▸ Exercise brief: Print all records exactly, pictures left out.

▸ Data section:
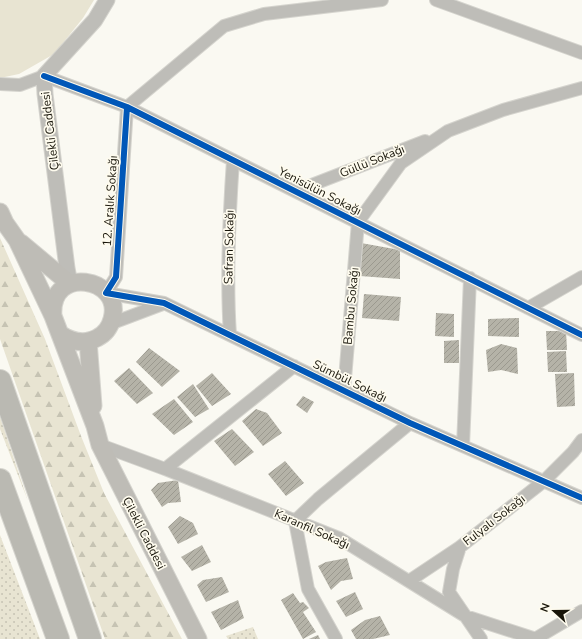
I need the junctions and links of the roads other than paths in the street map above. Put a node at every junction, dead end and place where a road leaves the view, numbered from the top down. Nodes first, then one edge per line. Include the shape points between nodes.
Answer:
1 (107, 0) edge
2 (382, 0) edge
3 (436, 0) edge
4 (366, 1) edge
5 (582, 53) edge
6 (44, 76) junction
7 (0, 84) edge
8 (582, 88) edge
9 (127, 107) junction
10 (448, 132) junction
11 (233, 160) junction
12 (296, 192) junction
13 (0, 212) edge
14 (358, 222) junction
15 (17, 240) junction
16 (582, 277) edge
17 (470, 278) junction
18 (70, 284) junction
19 (106, 293) junction
20 (164, 303) junction
21 (528, 308) junction
22 (53, 316) junction
23 (110, 324) junction
24 (60, 334) junction
25 (230, 335) junction
26 (582, 335) edge
27 (88, 341) junction
28 (294, 366) junction
29 (0, 381) edge
30 (344, 391) junction
31 (410, 423) junction
32 (95, 426) junction
33 (582, 440) edge
34 (100, 445) junction
35 (463, 446) junction
36 (165, 468) junction
37 (0, 480) edge
38 (544, 482) junction
39 (582, 498) edge
40 (296, 521) junction
41 (460, 547) junction
42 (409, 581) junction
43 (582, 611) edge
44 (466, 616) junction
45 (58, 639) edge
46 (90, 639) edge
47 (198, 639) edge
48 (336, 639) edge
49 (481, 639) edge
50 (536, 639) edge

1 - 6 street, Çilekli Caddesi via 95,20
2 - 4 street
3 - 5 street
4 - 9 street via 264,14 224,26
6 - 7 street via 20,85
6 - 9 street, Yenisülün Sokağı
6 - 18 street, Çilekli Caddesi
8 - 10 street, Güllü Sokağı via 503,110
9 - 11 street, Yenisülün Sokağı
9 - 19 street, 12. Aralık Sokağı via 116,278
10 - 12 street, Güllü Sokağı
10 - 14 street, Güllü Sokağı via 401,163
11 - 12 street, Yenisülün Sokağı
11 - 25 street, Safran Sokağı via 228,268
12 - 14 street, Yenisülün Sokağı
13 - 15 main road
14 - 17 street, Yenisülün Sokağı
14 - 30 street, Bambu Sokağı
15 - 18 main road
15 - 22 main road, Çilekli Caddesi
16 - 21 street
17 - 21 street, Yenisülün Sokağı
17 - 35 street
18 - 19 main road via 96,284
18 - 22 main road via 56,297 52,308
19 - 20 street, Sümbül Sokağı
19 - 23 main road via 113,310
20 - 23 street
20 - 25 street, Sümbül Sokağı
21 - 26 street, Yenisülün Sokağı
22 - 24 main road, Çilekli Caddesi
23 - 27 main road via 99,337
24 - 27 main road via 77,342
24 - 32 main road, Çilekli Caddesi
25 - 28 street, Sümbül Sokağı
27 - 32 main road, Çilekli Caddesi
28 - 30 street, Sümbül Sokağı
28 - 36 street
29 - 46 highway
30 - 31 street, Sümbül Sokağı
31 - 35 street, Sümbül Sokağı
31 - 40 street via 318,499
32 - 34 main road, Çilekli Caddesi
33 - 38 street, Fulyalı Sokağı
34 - 36 street, Karanfil Sokağı
34 - 47 main road, Çilekli Caddesi
35 - 38 street, Sümbül Sokağı
36 - 40 street, Karanfil Sokağı
37 - 45 highway
38 - 39 street, Sümbül Sokağı
38 - 41 street, Fulyalı Sokağı
40 - 42 street, Karanfil Sokağı via 339,538
40 - 48 street via 308,589
41 - 42 street
41 - 44 street, Fulyalı Sokağı via 449,592
42 - 44 street, Karanfil Sokağı
43 - 50 street
44 - 49 street, Fulyalı Sokağı
44 - 50 street, Karanfil Sokağı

▸ Written response:
I need the junctions and links of the roads other than paths in the street map above. Put a node at every junction, dead end and place where a road leaves the view, numbered from the top down. Nodes first, then one edge per line. Include the shape points between nodes.
Answer:
1 (107, 0) edge
2 (382, 0) edge
3 (436, 0) edge
4 (366, 1) edge
5 (582, 53) edge
6 (44, 76) junction
7 (0, 84) edge
8 (582, 88) edge
9 (127, 107) junction
10 (448, 132) junction
11 (233, 160) junction
12 (296, 192) junction
13 (0, 212) edge
14 (358, 222) junction
15 (17, 240) junction
16 (582, 277) edge
17 (470, 278) junction
18 (70, 284) junction
19 (106, 293) junction
20 (164, 303) junction
21 (528, 308) junction
22 (53, 316) junction
23 (110, 324) junction
24 (60, 334) junction
25 (230, 335) junction
26 (582, 335) edge
27 (88, 341) junction
28 (294, 366) junction
29 (0, 381) edge
30 (344, 391) junction
31 (410, 423) junction
32 (95, 426) junction
33 (582, 440) edge
34 (100, 445) junction
35 (463, 446) junction
36 (165, 468) junction
37 (0, 480) edge
38 (544, 482) junction
39 (582, 498) edge
40 (296, 521) junction
41 (460, 547) junction
42 (409, 581) junction
43 (582, 611) edge
44 (466, 616) junction
45 (58, 639) edge
46 (90, 639) edge
47 (198, 639) edge
48 (336, 639) edge
49 (481, 639) edge
50 (536, 639) edge

1 - 6 street, Çilekli Caddesi via 95,20
2 - 4 street
3 - 5 street
4 - 9 street via 264,14 224,26
6 - 7 street via 20,85
6 - 9 street, Yenisülün Sokağı
6 - 18 street, Çilekli Caddesi
8 - 10 street, Güllü Sokağı via 503,110
9 - 11 street, Yenisülün Sokağı
9 - 19 street, 12. Aralık Sokağı via 116,278
10 - 12 street, Güllü Sokağı
10 - 14 street, Güllü Sokağı via 401,163
11 - 12 street, Yenisülün Sokağı
11 - 25 street, Safran Sokağı via 228,268
12 - 14 street, Yenisülün Sokağı
13 - 15 main road
14 - 17 street, Yenisülün Sokağı
14 - 30 street, Bambu Sokağı
15 - 18 main road
15 - 22 main road, Çilekli Caddesi
16 - 21 street
17 - 21 street, Yenisülün Sokağı
17 - 35 street
18 - 19 main road via 96,284
18 - 22 main road via 56,297 52,308
19 - 20 street, Sümbül Sokağı
19 - 23 main road via 113,310
20 - 23 street
20 - 25 street, Sümbül Sokağı
21 - 26 street, Yenisülün Sokağı
22 - 24 main road, Çilekli Caddesi
23 - 27 main road via 99,337
24 - 27 main road via 77,342
24 - 32 main road, Çilekli Caddesi
25 - 28 street, Sümbül Sokağı
27 - 32 main road, Çilekli Caddesi
28 - 30 street, Sümbül Sokağı
28 - 36 street
29 - 46 highway
30 - 31 street, Sümbül Sokağı
31 - 35 street, Sümbül Sokağı
31 - 40 street via 318,499
32 - 34 main road, Çilekli Caddesi
33 - 38 street, Fulyalı Sokağı
34 - 36 street, Karanfil Sokağı
34 - 47 main road, Çilekli Caddesi
35 - 38 street, Sümbül Sokağı
36 - 40 street, Karanfil Sokağı
37 - 45 highway
38 - 39 street, Sümbül Sokağı
38 - 41 street, Fulyalı Sokağı
40 - 42 street, Karanfil Sokağı via 339,538
40 - 48 street via 308,589
41 - 42 street
41 - 44 street, Fulyalı Sokağı via 449,592
42 - 44 street, Karanfil Sokağı
43 - 50 street
44 - 49 street, Fulyalı Sokağı
44 - 50 street, Karanfil Sokağı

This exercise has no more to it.